§ **AIM OF THE EXERCISE**
Keep only the lines of the data below that contain "Canyon", and copy them.

§ **RECORDS PROVIDED**
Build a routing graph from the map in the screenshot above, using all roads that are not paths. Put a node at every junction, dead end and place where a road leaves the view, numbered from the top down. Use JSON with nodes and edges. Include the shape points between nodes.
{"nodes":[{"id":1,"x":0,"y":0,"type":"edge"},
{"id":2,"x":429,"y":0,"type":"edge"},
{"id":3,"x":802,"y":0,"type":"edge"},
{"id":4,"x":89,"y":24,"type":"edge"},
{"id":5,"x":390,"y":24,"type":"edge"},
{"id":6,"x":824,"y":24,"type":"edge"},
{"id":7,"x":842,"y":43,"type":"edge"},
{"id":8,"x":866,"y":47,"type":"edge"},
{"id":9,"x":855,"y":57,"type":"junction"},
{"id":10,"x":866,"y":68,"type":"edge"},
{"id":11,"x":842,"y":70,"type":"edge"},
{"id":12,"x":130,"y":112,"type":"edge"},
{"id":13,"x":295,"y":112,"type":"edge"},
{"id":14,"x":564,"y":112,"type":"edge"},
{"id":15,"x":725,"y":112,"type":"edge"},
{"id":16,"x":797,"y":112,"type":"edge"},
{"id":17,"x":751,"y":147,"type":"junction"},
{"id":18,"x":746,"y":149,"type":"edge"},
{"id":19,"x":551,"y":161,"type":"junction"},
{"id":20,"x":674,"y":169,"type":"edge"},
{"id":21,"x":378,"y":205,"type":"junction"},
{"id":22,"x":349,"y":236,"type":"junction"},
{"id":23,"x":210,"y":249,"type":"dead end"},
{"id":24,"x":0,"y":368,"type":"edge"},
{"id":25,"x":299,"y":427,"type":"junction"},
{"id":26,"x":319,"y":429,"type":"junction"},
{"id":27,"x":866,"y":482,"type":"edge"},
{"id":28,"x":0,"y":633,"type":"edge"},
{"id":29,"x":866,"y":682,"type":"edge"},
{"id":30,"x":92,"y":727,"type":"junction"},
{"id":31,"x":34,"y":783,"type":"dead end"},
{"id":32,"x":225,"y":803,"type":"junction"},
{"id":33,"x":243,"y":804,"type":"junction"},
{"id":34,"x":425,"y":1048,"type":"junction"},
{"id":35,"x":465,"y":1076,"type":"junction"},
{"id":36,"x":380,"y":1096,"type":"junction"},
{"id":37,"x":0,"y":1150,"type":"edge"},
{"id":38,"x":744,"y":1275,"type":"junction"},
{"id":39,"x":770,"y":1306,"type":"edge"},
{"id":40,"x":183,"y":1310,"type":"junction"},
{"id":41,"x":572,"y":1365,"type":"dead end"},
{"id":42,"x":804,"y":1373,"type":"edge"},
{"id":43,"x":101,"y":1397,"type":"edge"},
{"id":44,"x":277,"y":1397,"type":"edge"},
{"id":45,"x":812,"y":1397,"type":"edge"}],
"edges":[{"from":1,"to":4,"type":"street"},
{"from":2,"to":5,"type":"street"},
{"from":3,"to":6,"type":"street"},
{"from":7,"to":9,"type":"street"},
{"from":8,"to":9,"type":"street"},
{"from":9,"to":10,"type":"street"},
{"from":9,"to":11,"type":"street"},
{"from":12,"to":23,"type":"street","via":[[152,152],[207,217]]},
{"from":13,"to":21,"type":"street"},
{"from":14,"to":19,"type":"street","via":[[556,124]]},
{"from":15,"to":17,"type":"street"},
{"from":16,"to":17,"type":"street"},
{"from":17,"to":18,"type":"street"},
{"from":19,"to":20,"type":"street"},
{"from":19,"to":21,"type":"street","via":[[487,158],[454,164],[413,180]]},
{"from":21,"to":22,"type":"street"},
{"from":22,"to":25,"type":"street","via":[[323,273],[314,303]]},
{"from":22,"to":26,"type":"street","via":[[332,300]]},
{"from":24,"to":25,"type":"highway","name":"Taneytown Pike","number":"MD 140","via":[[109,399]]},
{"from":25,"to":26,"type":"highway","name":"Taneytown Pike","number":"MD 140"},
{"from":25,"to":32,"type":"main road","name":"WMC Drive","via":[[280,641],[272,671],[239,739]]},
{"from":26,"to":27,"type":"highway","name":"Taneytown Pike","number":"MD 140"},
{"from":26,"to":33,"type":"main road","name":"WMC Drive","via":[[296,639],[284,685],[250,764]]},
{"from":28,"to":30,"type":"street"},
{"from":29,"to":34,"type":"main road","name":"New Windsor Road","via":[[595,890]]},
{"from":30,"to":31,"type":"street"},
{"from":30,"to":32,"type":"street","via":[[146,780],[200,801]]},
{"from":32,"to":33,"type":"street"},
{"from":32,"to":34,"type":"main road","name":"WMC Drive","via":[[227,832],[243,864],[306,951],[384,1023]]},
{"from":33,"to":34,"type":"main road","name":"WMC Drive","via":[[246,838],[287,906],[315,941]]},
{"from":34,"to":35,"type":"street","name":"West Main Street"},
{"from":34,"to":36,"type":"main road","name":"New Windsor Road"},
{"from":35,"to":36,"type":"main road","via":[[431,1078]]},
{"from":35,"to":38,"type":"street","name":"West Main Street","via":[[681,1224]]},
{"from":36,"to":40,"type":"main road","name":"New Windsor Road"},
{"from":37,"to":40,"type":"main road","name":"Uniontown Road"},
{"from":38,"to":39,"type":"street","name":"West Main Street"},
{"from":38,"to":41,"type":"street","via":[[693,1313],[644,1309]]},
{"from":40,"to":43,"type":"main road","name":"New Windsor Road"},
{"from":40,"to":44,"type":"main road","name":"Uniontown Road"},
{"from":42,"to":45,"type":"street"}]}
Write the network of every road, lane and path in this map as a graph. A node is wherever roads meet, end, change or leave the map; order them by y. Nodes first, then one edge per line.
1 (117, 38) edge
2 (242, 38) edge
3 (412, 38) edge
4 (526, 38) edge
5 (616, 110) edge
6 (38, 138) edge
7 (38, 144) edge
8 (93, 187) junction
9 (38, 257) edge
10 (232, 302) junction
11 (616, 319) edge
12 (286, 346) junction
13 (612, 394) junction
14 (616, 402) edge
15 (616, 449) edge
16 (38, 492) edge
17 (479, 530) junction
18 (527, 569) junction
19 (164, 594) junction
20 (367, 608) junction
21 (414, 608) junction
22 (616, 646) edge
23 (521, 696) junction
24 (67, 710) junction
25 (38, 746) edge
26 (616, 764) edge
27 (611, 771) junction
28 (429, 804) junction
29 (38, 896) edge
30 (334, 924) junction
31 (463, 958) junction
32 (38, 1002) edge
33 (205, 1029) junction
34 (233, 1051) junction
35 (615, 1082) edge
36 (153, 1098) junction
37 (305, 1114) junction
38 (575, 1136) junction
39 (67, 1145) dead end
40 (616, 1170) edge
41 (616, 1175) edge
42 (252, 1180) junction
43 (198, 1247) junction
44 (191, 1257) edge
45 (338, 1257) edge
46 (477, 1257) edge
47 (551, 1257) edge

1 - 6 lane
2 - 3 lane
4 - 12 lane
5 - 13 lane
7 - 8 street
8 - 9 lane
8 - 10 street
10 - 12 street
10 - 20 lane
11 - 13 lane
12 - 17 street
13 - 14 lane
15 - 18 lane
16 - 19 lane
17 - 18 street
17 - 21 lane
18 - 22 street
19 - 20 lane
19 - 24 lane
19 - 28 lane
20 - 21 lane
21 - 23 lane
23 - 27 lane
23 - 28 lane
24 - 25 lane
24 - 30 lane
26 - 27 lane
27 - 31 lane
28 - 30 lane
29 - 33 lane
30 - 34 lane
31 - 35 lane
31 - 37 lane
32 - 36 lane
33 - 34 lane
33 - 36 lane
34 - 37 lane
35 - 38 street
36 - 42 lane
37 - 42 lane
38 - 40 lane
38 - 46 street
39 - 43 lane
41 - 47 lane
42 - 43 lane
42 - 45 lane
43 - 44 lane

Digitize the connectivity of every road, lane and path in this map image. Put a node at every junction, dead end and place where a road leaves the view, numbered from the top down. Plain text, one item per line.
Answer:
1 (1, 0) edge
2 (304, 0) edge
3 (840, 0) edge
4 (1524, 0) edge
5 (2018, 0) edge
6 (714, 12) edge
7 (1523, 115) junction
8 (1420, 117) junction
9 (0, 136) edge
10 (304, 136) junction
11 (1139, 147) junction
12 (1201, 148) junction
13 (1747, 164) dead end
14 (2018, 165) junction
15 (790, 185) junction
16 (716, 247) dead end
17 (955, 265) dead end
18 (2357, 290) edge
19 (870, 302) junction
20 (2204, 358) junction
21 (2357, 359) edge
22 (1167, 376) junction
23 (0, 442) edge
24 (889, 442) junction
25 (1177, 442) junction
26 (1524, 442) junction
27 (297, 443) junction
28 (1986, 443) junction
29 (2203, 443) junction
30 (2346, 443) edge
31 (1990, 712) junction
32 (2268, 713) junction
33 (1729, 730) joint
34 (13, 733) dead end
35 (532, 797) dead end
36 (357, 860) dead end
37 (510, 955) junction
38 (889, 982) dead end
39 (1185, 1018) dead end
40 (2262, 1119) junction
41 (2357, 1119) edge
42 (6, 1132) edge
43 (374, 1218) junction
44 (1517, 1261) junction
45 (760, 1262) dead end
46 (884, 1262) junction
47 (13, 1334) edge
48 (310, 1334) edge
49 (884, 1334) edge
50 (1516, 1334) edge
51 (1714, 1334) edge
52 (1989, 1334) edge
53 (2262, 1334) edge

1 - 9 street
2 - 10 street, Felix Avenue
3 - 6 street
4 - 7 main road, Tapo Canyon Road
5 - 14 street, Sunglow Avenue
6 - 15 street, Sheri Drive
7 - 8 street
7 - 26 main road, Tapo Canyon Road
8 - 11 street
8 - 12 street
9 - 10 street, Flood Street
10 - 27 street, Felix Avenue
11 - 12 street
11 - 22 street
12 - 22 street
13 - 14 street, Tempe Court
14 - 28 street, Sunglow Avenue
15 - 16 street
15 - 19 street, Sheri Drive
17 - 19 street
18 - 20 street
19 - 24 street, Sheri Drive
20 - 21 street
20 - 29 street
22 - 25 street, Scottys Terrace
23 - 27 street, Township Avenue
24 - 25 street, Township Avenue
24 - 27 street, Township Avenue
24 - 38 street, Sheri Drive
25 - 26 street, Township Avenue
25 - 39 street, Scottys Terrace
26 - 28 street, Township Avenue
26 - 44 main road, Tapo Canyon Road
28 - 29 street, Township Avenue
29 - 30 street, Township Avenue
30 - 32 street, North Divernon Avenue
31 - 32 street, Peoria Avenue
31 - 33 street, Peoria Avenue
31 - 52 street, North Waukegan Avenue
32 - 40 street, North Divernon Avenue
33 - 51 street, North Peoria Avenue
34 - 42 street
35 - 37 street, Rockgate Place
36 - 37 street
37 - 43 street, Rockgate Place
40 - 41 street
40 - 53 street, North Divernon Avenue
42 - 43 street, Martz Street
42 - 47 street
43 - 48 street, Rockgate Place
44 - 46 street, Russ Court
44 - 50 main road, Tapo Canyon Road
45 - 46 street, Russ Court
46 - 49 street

§ **TASK OUTPUT**
4 - 7 main road, Tapo Canyon Road
7 - 26 main road, Tapo Canyon Road
26 - 44 main road, Tapo Canyon Road
44 - 50 main road, Tapo Canyon Road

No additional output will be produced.